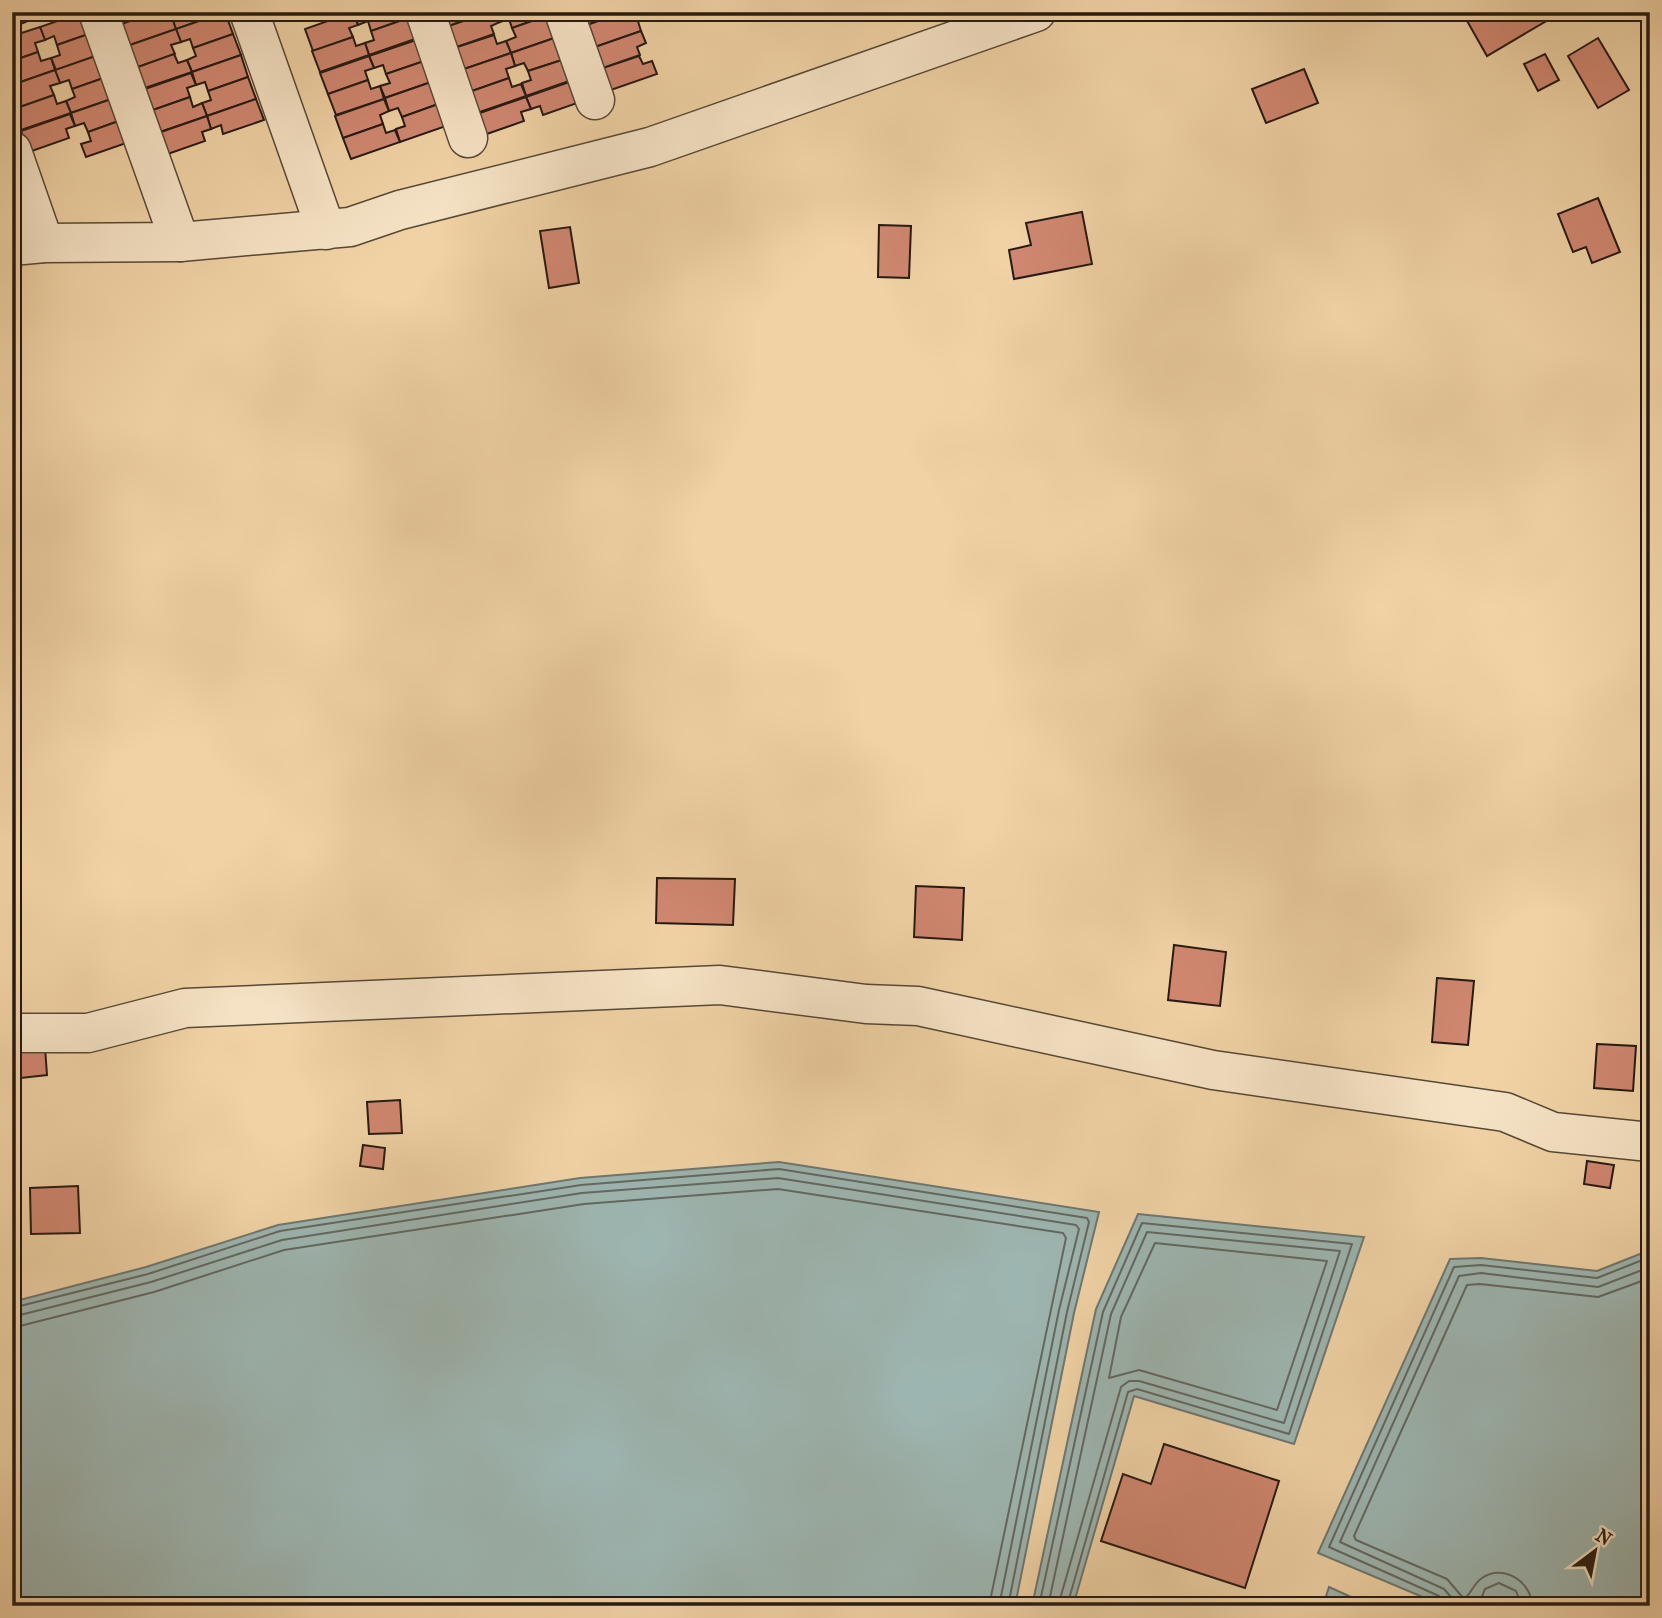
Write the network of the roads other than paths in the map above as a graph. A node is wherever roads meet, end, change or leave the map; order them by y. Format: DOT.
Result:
graph roads {
  1 [pos="99,12"];
  2 [pos="249,12"];
  3 [pos="275,12"];
  4 [pos="425,12"];
  5 [pos="564,12"];
  6 [pos="1036,12"];
  7 [pos="596,100"];
  8 [pos="468,138"];
  9 [pos="12,151"];
  10 [pos="338,228"];
  11 [pos="180,242"];
  12 [pos="28,244"];
  13 [pos="12,1033"];
  14 [pos="1650,1142"];
  1 -- 11 [label="street"];
  2 -- 10 [label="street"];
  3 -- 10 [label="street"];
  4 -- 8 [label="street"];
  5 -- 7 [label="street"];
  6 -- 10 [label="street"];
  9 -- 12 [label="street"];
  10 -- 11 [label="street"];
  11 -- 12 [label="street"];
  13 -- 14 [label="street"];
}
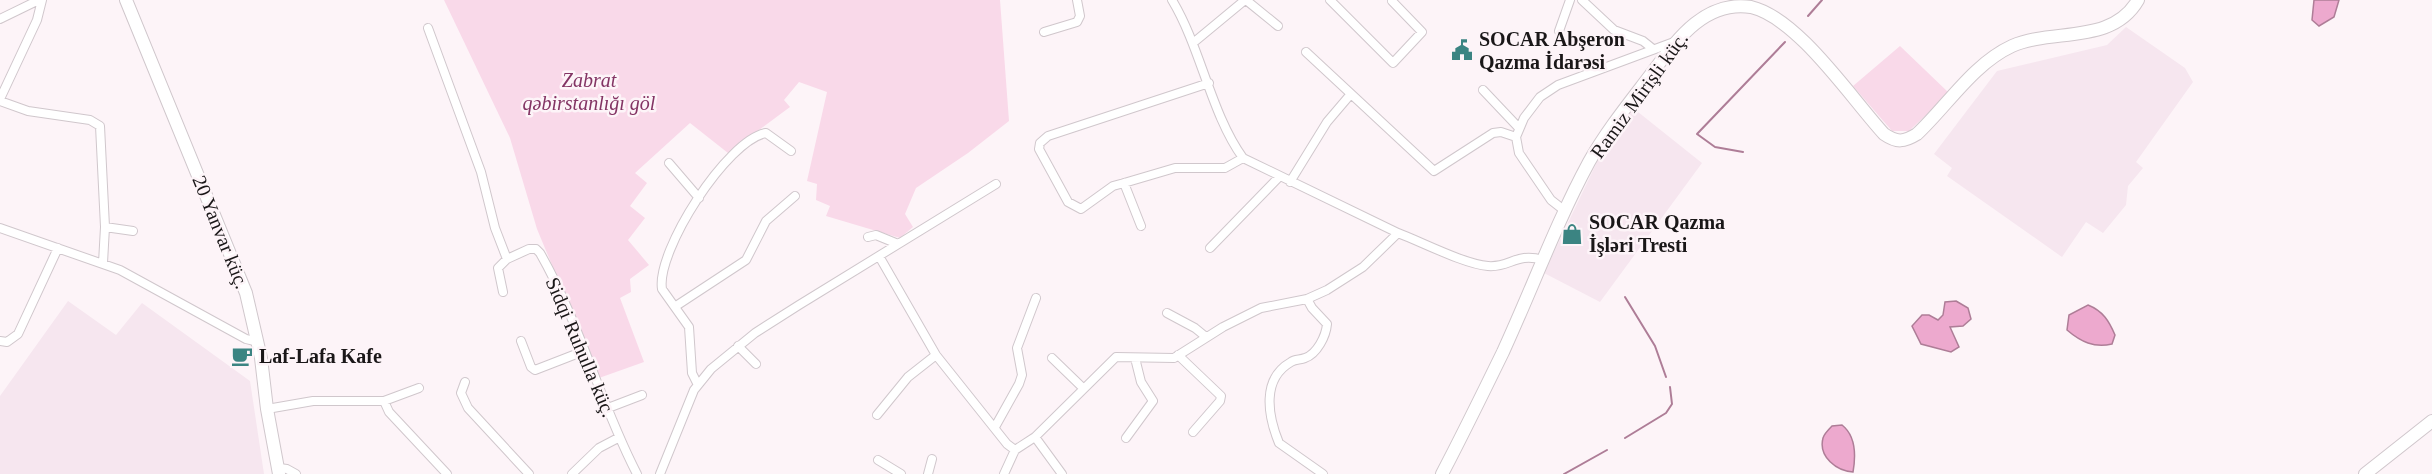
============
- _ASSIGNMENT_:
Everything in the material above is to be reproduced exactly, pictures aside.

- _RESULT OF THIS TASK_:
Write the network of the roads other than paths in the map above as a graph. A node is wherever roads meet, end, change or leave the map; order them by y. Format: DOT.
Result:
graph roads {
  1 [pos="99,12"];
  2 [pos="249,12"];
  3 [pos="275,12"];
  4 [pos="425,12"];
  5 [pos="564,12"];
  6 [pos="1036,12"];
  7 [pos="596,100"];
  8 [pos="468,138"];
  9 [pos="12,151"];
  10 [pos="338,228"];
  11 [pos="180,242"];
  12 [pos="28,244"];
  13 [pos="12,1033"];
  14 [pos="1650,1142"];
  1 -- 11 [label="street"];
  2 -- 10 [label="street"];
  3 -- 10 [label="street"];
  4 -- 8 [label="street"];
  5 -- 7 [label="street"];
  6 -- 10 [label="street"];
  9 -- 12 [label="street"];
  10 -- 11 [label="street"];
  11 -- 12 [label="street"];
  13 -- 14 [label="street"];
}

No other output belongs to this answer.